* [WHAT YOU NEED TO DO]:
Scan the records that follow, and whenever a line has the word "Build", copy it.

Records from a collection:
►

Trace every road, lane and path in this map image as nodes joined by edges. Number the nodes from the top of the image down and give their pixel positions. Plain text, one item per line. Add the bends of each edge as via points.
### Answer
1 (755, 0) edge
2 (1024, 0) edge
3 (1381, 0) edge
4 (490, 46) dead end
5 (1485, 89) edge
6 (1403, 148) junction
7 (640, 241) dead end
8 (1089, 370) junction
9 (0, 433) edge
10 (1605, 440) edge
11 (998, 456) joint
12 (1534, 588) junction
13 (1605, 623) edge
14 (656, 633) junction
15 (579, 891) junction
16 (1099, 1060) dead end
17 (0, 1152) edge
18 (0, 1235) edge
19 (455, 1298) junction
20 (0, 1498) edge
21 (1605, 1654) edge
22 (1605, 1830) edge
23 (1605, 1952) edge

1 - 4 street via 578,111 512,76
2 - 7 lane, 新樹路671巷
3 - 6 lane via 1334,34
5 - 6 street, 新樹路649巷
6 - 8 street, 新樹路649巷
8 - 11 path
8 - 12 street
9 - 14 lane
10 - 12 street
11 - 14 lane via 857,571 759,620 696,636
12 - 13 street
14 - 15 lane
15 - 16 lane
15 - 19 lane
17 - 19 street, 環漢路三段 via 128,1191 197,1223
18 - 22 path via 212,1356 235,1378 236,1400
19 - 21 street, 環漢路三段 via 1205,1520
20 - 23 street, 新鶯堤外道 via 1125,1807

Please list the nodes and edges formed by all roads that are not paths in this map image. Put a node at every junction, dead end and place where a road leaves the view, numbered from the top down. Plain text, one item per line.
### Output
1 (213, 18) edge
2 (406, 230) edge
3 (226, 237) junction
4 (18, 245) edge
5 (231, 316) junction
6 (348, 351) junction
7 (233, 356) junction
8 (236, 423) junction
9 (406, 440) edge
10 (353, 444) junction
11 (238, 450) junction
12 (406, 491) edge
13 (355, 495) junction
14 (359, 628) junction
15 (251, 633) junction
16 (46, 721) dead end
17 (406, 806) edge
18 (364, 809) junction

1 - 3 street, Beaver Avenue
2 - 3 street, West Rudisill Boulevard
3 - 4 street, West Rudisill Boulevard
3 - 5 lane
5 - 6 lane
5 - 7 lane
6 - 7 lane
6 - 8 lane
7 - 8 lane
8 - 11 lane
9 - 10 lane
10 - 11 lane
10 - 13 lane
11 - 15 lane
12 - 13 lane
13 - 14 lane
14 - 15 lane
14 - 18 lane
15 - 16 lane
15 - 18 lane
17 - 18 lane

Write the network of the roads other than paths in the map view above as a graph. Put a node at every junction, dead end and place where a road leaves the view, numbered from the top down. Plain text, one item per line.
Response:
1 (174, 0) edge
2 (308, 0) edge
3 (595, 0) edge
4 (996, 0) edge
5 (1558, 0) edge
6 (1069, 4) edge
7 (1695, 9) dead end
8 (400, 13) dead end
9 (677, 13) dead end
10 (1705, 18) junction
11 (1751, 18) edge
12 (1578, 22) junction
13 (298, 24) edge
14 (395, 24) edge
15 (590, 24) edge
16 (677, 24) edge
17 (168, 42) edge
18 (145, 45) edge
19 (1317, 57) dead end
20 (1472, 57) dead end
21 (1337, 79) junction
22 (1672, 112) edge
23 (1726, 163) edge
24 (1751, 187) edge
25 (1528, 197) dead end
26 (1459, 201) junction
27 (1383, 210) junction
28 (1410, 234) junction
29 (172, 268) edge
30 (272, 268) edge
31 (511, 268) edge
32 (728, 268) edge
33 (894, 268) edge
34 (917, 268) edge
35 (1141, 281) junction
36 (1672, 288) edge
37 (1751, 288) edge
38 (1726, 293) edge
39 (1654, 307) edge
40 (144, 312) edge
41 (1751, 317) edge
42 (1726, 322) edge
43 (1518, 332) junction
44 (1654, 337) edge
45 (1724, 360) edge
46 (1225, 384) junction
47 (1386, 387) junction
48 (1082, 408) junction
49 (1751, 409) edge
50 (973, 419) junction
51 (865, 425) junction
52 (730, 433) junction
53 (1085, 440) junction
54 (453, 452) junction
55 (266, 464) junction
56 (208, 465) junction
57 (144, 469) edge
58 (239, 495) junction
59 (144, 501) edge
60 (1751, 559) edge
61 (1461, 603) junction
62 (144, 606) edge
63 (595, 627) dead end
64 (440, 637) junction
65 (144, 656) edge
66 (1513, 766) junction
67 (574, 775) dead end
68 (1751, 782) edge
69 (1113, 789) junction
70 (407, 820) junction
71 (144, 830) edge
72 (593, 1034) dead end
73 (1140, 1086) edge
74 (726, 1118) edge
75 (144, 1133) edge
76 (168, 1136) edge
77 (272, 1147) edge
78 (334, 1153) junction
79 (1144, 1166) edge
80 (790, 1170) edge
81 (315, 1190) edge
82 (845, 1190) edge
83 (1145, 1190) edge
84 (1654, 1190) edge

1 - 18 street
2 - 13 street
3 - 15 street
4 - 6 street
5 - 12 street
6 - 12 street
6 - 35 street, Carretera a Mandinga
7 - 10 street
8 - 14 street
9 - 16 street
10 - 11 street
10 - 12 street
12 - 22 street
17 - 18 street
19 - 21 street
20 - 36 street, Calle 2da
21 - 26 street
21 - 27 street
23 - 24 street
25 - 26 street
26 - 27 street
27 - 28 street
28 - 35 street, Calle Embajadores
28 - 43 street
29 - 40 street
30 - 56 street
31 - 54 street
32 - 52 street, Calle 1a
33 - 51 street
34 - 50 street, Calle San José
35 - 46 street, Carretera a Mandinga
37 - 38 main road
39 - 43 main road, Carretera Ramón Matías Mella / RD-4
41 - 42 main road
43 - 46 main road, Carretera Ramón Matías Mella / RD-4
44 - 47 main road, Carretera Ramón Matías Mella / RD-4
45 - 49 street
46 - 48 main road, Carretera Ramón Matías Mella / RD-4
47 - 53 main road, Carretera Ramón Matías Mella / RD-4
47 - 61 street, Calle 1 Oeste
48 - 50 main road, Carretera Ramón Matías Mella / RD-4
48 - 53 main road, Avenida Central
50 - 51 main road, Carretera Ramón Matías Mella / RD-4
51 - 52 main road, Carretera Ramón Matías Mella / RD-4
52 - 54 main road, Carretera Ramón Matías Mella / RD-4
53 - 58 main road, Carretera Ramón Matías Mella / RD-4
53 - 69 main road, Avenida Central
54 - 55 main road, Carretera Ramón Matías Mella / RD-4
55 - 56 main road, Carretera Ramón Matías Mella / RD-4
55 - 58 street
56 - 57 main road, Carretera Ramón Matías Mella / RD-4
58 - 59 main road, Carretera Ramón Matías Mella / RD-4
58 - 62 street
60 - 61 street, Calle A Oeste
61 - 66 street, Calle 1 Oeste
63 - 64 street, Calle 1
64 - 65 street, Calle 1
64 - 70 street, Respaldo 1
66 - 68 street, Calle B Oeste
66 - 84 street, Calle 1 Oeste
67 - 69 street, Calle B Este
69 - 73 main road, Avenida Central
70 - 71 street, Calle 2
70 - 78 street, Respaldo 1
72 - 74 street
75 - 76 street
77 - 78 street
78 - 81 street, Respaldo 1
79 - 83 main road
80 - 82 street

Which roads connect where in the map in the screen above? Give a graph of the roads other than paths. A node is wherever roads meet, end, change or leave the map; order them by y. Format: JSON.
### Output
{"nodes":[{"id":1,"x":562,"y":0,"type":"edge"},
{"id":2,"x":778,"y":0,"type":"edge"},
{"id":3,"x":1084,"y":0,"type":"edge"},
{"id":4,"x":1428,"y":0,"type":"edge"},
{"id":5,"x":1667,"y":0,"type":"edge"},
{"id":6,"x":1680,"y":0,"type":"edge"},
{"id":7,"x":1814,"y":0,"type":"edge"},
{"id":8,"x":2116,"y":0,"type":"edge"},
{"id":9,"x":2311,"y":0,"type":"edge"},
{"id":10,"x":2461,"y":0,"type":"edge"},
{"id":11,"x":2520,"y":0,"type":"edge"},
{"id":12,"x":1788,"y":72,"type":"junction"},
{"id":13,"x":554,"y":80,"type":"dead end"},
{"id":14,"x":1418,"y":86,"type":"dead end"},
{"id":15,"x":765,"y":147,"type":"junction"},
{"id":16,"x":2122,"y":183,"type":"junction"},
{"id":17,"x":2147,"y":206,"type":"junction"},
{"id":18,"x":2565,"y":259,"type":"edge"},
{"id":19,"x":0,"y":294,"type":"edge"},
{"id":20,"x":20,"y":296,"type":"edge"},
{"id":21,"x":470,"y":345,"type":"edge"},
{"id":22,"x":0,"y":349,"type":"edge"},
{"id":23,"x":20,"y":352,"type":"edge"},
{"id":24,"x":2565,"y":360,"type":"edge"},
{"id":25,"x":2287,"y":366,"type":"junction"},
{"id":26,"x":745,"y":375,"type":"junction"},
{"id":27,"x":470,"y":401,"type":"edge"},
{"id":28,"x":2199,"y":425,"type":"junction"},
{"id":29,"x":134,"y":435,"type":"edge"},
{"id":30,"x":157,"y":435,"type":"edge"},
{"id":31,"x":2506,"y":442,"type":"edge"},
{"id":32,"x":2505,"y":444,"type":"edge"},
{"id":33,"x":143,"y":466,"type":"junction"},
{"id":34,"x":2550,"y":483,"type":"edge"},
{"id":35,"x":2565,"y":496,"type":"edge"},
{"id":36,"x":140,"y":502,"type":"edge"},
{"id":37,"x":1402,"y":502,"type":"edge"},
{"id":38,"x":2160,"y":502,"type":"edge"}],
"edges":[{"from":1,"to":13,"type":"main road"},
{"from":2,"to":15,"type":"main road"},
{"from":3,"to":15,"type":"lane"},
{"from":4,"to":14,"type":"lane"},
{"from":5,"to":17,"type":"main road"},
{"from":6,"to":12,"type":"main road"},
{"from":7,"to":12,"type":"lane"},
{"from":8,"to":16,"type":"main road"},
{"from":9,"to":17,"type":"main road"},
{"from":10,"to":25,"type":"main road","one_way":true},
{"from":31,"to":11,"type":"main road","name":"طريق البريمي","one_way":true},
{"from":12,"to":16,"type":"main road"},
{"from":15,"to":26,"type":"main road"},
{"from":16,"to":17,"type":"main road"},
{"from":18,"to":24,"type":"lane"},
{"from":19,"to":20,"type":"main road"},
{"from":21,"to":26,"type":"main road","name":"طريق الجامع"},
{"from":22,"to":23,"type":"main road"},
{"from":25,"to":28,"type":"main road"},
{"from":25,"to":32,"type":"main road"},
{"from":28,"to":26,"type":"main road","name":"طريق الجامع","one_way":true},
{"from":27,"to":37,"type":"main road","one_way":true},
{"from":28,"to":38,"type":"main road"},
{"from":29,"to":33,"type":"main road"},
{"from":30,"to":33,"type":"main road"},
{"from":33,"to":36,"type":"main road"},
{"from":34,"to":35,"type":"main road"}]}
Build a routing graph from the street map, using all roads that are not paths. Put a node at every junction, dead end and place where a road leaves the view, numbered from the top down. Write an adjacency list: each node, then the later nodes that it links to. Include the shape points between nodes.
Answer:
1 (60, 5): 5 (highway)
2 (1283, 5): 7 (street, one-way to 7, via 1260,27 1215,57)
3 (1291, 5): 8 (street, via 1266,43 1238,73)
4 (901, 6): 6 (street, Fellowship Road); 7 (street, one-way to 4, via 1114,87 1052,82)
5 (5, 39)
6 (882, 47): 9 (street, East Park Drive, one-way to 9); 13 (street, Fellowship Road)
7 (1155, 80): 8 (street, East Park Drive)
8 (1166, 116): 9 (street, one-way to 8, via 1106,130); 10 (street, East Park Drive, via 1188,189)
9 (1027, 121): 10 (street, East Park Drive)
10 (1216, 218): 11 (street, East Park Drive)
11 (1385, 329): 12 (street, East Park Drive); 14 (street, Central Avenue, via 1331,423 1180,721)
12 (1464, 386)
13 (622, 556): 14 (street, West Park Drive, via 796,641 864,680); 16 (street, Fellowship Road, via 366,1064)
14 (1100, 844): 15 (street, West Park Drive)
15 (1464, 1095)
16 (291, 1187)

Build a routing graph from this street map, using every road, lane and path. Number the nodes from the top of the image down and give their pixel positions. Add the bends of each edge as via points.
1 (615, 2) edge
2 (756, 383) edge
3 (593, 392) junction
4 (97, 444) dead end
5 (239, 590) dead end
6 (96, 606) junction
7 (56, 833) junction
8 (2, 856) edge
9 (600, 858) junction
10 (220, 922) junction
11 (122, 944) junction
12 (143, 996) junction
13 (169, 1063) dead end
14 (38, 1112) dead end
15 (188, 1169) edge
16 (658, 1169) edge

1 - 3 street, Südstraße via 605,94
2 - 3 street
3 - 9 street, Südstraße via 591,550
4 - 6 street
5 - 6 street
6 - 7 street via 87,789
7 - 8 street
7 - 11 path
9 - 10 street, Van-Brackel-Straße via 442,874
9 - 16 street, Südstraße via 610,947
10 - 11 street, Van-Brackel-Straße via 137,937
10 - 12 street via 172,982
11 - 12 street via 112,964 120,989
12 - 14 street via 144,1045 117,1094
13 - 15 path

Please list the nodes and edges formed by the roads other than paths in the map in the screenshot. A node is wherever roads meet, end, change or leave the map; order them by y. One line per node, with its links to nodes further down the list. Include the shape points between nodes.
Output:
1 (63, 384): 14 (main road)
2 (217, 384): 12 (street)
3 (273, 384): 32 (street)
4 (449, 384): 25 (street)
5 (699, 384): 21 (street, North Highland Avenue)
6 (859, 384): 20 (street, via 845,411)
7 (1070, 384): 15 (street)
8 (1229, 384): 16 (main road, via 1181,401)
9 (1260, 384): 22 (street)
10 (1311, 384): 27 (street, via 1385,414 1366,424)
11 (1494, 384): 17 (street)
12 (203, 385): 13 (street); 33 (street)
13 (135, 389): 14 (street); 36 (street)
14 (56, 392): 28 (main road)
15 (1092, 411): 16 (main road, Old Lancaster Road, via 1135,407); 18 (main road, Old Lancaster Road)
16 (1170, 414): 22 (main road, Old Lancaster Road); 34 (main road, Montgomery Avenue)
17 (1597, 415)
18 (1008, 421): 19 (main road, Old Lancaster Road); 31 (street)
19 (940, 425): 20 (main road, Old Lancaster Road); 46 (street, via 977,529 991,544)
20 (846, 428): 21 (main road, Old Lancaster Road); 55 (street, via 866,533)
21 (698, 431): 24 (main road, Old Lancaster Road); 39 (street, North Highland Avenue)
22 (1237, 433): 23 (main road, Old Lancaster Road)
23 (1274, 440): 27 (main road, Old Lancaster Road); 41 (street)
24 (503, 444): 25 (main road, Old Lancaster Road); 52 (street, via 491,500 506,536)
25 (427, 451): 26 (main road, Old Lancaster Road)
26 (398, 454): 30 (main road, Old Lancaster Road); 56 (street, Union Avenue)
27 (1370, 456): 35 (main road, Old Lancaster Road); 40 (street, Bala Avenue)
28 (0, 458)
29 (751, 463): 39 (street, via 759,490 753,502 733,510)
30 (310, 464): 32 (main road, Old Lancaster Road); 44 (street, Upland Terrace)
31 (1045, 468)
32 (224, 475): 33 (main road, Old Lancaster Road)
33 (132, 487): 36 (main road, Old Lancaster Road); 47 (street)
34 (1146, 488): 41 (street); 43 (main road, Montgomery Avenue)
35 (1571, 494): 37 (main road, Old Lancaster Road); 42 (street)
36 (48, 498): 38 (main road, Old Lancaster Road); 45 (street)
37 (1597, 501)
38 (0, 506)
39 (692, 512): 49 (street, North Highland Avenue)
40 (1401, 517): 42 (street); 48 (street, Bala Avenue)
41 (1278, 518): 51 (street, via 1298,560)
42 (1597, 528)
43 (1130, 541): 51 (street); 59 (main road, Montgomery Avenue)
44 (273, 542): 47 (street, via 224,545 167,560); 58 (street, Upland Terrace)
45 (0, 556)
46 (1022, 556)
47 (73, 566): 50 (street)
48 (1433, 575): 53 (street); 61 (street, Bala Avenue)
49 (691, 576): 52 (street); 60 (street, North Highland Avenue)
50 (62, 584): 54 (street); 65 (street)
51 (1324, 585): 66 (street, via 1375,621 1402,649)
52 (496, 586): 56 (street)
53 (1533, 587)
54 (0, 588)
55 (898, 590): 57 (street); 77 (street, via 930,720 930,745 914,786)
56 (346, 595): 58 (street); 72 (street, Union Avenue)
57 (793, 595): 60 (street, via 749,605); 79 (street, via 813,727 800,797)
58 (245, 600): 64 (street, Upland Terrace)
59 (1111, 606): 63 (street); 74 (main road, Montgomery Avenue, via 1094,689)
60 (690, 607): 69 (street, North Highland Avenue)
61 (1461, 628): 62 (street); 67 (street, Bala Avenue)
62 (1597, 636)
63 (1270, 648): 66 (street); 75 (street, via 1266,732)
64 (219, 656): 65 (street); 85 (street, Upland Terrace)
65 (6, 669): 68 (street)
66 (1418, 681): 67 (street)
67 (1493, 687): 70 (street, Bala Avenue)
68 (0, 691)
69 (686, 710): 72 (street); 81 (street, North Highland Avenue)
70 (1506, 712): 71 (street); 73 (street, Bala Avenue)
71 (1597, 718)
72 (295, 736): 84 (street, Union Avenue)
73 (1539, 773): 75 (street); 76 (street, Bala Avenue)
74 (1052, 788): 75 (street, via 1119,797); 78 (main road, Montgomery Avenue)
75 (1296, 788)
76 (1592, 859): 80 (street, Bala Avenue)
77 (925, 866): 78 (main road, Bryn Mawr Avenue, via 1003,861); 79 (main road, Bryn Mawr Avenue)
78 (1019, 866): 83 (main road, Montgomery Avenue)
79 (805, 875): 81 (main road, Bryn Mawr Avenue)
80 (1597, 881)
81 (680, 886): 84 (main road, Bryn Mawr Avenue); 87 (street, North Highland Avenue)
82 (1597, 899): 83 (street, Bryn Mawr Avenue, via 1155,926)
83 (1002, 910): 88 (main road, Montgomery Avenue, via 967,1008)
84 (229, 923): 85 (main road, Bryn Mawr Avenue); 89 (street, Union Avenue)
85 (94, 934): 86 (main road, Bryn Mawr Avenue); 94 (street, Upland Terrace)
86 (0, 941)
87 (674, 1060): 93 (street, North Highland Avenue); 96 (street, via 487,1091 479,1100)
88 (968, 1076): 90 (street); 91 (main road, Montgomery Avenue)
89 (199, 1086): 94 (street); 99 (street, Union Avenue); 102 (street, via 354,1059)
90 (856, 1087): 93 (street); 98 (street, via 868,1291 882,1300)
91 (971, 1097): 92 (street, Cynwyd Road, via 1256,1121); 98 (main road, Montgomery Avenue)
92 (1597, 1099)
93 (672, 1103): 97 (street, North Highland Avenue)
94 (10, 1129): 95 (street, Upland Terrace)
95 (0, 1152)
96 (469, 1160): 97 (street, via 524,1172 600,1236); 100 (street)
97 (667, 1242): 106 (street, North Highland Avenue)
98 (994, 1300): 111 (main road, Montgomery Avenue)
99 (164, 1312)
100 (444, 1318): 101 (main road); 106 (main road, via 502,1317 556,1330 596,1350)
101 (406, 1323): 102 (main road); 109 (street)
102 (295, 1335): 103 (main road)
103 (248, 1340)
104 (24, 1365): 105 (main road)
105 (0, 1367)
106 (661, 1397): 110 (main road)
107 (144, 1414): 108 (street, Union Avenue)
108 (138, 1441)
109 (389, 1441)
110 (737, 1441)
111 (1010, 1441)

◄

* [ANSWER]:
Build a routing graph from the street map, using all roads that are not paths. Put a node at every junction, dead end and place where a road leaves the view, numbered from the top down. Write an adjacency list: each node, then the later nodes that it links to. Include the shape points between nodes.
Build a routing graph from this street map, using every road, lane and path. Number the nodes from the top of the image down and give their pixel positions. Add the bends of each edge as via points.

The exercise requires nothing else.